Para muitos fãs, aquilo significou que seus heróis haviam se vendido ao inimigo, deixando na boca um sabor amargo de que os ideais punk não passaram de ilusão (assim como os ideais hippie, que eles tanto desprezavam). Mark Perry era um dos que se decepcionaram com o rumo que a coisa seguiu.
“Para mim, o punk morreu no dia em que o The Clash assinou com a CBS [uma grande gravadora] em 1977. Eu escrevi isso na época.”
Mark Perry ao The Guardian
Morte e legado
Sniffing Glue se tornava cada vez maior e mais profissional, com tiragens de mais de 10 mil exemplares, impressão off set e até mesmo anunciantes. Mark, entretanto, não estava nada feliz com aquilo. Para ele, as primeiras edições haviam sido históricas, mas as atuais eram horríveis. Para piorar, ele sentia que era apenas questão de tempo para que ele e sua criação também acabassem absorvidos e consumidos pelo capital.
“Até meados de 77, eu tinha um emprego de caça-talentos na Step-Forward Records e tinha começado minha própria banda, Alternative TV. Era demais fazer as três coisas. Além do mais, eu sentia que o fanzine estava sendo diluído.”
Mark Perry ao The Guardian
Dessa forma, para proteger sua publicação de desaparecer na história como algo banal e irrelevante, ele decidiu matá-la: Sniffin’ Glue foi encerrada em sua décima segunda edição.
“Eu pensei: ‘Doze edições e depois chega’. E foi o que fizemos. Imprimimos 20.000 cópias da última edição com o primeiro single do Alternative TV como um flexi-disc de brinde. O Sniffin’ Glue passou seu recado e saiu por cima.”

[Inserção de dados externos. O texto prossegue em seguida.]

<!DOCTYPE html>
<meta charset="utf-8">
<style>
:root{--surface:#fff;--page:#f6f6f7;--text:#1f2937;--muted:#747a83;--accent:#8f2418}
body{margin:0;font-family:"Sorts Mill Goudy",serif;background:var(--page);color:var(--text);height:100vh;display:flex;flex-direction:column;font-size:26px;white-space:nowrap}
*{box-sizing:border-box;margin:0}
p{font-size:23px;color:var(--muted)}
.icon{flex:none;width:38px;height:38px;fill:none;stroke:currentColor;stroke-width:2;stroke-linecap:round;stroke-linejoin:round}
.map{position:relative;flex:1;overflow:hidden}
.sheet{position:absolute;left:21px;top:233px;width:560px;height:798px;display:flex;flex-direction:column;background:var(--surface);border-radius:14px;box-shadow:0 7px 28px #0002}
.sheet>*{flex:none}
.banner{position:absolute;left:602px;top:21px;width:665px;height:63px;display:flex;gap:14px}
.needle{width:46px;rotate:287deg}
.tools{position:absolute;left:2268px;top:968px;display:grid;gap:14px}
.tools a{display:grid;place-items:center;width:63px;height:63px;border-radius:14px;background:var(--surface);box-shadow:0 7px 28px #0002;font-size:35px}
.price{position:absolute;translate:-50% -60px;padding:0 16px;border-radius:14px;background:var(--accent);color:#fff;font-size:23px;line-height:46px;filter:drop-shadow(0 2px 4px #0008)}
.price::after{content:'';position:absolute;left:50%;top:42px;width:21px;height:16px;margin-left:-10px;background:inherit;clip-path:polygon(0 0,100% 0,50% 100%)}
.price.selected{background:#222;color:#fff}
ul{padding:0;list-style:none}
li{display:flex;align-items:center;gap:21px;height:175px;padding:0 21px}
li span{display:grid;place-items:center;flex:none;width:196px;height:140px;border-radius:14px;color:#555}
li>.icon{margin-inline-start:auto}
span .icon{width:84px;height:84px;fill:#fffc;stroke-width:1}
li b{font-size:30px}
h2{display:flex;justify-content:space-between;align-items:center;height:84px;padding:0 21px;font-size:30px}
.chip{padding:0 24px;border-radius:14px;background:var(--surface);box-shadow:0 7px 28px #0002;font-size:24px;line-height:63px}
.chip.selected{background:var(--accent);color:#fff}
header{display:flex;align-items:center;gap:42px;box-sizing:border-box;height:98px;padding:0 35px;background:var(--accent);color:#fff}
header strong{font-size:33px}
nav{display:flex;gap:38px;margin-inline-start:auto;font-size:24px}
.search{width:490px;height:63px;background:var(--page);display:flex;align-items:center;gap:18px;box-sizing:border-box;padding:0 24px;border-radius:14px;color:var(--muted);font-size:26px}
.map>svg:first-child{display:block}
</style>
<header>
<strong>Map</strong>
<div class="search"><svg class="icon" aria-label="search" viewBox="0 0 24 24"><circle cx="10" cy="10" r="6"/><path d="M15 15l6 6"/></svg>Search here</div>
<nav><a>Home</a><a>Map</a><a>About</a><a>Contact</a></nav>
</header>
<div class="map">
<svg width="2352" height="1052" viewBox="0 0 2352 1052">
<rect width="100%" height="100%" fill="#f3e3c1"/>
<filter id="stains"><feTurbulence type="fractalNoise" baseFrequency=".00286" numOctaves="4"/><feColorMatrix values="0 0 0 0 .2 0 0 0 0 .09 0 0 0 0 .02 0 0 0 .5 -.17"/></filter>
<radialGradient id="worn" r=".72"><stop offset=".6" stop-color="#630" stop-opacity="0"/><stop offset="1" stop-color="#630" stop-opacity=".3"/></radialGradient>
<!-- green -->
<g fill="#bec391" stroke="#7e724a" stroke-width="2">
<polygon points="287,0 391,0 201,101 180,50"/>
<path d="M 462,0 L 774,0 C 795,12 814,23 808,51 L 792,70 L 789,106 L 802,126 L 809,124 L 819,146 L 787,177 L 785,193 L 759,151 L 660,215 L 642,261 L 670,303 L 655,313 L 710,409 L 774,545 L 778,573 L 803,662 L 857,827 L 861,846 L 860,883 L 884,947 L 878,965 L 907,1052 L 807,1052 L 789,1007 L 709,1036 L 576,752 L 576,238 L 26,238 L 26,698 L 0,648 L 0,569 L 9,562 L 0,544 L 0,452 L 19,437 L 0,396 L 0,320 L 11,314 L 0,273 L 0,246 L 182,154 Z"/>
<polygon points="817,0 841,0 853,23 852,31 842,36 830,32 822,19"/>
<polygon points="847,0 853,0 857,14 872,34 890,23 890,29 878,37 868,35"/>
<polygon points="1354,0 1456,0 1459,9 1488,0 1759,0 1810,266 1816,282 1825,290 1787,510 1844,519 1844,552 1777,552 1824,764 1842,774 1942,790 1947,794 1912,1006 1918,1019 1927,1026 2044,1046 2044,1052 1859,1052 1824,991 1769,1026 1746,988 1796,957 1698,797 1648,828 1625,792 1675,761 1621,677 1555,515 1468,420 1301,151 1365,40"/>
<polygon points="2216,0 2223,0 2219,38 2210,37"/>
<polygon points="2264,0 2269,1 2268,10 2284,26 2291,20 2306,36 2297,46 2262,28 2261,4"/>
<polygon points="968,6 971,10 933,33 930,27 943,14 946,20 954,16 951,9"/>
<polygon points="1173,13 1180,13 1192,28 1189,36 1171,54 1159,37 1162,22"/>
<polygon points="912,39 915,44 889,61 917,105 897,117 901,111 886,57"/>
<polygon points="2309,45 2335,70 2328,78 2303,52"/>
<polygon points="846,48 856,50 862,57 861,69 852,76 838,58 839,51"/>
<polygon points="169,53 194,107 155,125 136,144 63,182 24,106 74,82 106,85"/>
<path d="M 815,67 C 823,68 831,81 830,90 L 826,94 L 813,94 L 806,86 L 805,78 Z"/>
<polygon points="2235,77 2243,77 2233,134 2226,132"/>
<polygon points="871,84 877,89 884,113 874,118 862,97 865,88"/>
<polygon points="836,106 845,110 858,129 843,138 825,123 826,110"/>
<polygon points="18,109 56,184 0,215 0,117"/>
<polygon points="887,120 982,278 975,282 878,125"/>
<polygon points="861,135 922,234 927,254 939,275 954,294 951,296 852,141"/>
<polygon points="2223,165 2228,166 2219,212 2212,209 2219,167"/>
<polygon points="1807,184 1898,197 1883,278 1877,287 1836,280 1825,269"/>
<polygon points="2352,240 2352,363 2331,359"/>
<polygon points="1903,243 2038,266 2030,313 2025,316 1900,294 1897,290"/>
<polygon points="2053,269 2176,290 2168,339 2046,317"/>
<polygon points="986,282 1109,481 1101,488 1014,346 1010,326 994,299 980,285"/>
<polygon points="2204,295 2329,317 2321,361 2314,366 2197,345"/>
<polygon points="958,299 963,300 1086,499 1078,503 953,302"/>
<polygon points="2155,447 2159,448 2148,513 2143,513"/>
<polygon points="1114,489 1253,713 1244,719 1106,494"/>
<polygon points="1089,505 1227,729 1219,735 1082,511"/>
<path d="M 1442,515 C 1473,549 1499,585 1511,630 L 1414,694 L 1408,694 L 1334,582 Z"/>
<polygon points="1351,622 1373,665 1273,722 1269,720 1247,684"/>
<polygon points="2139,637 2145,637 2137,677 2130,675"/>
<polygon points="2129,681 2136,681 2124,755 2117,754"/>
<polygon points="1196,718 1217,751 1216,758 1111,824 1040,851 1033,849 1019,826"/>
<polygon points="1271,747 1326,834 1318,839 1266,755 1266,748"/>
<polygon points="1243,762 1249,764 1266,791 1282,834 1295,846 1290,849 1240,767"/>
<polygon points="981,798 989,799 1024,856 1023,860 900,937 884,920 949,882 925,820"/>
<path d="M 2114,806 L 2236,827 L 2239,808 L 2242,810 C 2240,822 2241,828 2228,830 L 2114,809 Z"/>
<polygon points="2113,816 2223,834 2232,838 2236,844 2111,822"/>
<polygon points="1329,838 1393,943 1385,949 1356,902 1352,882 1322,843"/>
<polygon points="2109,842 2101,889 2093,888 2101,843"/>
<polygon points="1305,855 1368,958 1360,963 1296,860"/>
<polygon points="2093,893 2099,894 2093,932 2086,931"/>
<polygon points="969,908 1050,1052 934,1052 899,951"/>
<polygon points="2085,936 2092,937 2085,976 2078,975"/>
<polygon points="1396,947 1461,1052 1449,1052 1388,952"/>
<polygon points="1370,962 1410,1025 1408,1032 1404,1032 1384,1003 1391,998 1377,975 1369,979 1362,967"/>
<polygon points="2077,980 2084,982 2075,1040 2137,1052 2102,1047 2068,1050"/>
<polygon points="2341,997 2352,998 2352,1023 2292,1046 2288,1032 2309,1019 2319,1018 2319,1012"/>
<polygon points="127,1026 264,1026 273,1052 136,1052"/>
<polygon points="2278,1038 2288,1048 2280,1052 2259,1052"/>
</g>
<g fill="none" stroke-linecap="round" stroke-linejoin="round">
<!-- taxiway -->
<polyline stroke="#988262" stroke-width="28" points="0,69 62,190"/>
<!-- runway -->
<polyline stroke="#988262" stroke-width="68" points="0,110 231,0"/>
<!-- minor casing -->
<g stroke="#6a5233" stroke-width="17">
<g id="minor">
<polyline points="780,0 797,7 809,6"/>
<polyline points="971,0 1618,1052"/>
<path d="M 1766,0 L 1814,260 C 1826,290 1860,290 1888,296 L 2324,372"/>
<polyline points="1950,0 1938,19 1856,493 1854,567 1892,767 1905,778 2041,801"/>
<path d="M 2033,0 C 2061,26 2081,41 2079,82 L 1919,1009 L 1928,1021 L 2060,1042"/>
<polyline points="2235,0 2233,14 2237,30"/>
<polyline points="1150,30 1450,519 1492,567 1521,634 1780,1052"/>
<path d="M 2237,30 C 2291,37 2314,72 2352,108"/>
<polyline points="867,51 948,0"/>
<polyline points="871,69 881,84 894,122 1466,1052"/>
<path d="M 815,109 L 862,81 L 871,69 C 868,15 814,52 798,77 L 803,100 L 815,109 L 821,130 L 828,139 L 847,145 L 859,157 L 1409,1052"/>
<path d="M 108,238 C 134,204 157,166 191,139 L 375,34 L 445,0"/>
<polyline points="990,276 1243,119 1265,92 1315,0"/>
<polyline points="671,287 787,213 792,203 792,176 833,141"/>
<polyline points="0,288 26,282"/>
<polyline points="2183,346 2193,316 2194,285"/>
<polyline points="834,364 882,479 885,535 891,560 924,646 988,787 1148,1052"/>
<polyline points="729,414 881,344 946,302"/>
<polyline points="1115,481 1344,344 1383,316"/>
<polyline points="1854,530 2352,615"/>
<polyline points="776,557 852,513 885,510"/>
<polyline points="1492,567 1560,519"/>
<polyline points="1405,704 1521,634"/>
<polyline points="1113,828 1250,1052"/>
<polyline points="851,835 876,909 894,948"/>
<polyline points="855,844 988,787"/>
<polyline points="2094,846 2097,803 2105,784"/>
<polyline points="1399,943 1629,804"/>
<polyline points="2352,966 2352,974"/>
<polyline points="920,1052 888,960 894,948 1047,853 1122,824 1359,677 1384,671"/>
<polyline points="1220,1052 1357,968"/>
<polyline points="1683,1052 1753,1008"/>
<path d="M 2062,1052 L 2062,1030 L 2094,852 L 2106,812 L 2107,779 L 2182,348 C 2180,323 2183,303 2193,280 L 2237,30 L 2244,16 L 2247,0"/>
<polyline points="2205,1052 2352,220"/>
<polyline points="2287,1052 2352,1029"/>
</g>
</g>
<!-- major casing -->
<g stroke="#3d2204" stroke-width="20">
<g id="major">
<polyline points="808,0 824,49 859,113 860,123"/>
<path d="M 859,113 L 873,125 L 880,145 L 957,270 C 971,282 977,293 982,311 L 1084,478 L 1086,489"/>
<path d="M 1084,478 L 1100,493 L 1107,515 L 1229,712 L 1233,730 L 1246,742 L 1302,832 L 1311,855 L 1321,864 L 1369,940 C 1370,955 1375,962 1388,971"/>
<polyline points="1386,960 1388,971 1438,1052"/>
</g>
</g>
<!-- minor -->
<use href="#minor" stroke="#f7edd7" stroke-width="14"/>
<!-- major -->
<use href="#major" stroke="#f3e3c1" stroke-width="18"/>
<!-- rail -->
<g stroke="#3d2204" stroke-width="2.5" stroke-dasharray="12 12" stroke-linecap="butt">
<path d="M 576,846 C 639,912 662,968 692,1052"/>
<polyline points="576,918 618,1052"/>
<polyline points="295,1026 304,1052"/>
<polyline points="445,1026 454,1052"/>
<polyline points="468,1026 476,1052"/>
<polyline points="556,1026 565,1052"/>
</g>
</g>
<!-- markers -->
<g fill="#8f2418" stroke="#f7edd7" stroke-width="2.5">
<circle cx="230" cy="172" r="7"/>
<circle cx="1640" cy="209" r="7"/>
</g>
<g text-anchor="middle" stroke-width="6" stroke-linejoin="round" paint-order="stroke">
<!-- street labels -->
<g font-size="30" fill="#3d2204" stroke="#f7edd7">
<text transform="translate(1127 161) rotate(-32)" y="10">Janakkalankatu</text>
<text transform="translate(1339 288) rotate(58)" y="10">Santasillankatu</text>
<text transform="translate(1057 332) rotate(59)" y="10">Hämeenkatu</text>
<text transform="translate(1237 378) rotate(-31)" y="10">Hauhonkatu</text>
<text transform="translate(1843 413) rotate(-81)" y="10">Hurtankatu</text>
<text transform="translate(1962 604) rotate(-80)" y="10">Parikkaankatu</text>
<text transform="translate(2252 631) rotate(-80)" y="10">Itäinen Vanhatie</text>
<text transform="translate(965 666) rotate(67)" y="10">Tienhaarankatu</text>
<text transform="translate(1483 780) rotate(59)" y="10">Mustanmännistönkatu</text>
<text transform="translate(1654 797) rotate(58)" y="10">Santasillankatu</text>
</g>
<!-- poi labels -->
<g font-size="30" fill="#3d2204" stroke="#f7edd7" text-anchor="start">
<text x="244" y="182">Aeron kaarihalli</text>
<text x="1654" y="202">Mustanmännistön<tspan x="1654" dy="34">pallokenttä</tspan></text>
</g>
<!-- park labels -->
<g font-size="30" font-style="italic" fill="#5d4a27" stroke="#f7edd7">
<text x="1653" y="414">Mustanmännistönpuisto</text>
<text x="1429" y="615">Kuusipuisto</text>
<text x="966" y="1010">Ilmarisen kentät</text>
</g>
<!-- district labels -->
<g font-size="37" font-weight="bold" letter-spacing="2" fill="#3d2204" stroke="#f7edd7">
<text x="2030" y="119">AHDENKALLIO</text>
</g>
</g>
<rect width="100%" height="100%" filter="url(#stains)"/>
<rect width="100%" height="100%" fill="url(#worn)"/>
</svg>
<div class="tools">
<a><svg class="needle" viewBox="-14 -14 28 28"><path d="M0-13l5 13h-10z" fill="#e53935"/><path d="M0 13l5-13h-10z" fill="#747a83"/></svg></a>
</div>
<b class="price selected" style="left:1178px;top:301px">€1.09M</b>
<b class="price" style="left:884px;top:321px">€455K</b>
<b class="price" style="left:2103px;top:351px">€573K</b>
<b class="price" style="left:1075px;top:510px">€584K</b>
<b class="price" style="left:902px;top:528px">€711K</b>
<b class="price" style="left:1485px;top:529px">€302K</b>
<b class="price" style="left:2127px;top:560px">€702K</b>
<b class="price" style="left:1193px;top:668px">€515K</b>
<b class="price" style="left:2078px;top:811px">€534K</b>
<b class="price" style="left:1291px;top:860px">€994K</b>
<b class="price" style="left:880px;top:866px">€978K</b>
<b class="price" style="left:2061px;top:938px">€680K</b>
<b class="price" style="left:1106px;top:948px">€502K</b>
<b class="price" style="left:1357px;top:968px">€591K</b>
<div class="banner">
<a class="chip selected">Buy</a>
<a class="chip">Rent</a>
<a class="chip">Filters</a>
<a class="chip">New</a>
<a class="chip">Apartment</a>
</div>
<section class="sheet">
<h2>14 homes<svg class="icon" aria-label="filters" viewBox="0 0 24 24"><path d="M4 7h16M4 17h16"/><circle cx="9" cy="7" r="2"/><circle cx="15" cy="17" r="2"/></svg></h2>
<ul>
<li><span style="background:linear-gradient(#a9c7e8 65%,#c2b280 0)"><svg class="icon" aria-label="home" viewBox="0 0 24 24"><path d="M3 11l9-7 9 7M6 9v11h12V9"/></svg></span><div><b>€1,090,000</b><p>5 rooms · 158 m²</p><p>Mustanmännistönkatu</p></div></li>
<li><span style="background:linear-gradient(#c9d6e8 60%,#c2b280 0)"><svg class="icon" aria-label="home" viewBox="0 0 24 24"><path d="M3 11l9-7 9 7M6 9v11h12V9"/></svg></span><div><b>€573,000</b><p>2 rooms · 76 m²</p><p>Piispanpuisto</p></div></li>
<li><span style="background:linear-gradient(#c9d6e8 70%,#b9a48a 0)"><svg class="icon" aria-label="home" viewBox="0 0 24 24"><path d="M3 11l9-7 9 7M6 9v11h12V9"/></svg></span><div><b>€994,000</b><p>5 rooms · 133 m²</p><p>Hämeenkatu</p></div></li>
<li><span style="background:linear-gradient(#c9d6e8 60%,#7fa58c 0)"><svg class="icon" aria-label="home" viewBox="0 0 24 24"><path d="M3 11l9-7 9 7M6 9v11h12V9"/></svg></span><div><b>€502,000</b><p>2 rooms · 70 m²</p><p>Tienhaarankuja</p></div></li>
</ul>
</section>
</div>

Mark Perry ao The Guardian
Embora tenha tido apenas um ano de vida, seu legado permaneceu vivo. Um grande exemplo disso foi o Subterean Pop, de 1980, de Seattle. O fanzine eventualmente se tornou o selo fonográfico Sub Pop, que deu início ao movimento grunge, lançando bandas como Nirvana, Soundgarden e Mudhoney.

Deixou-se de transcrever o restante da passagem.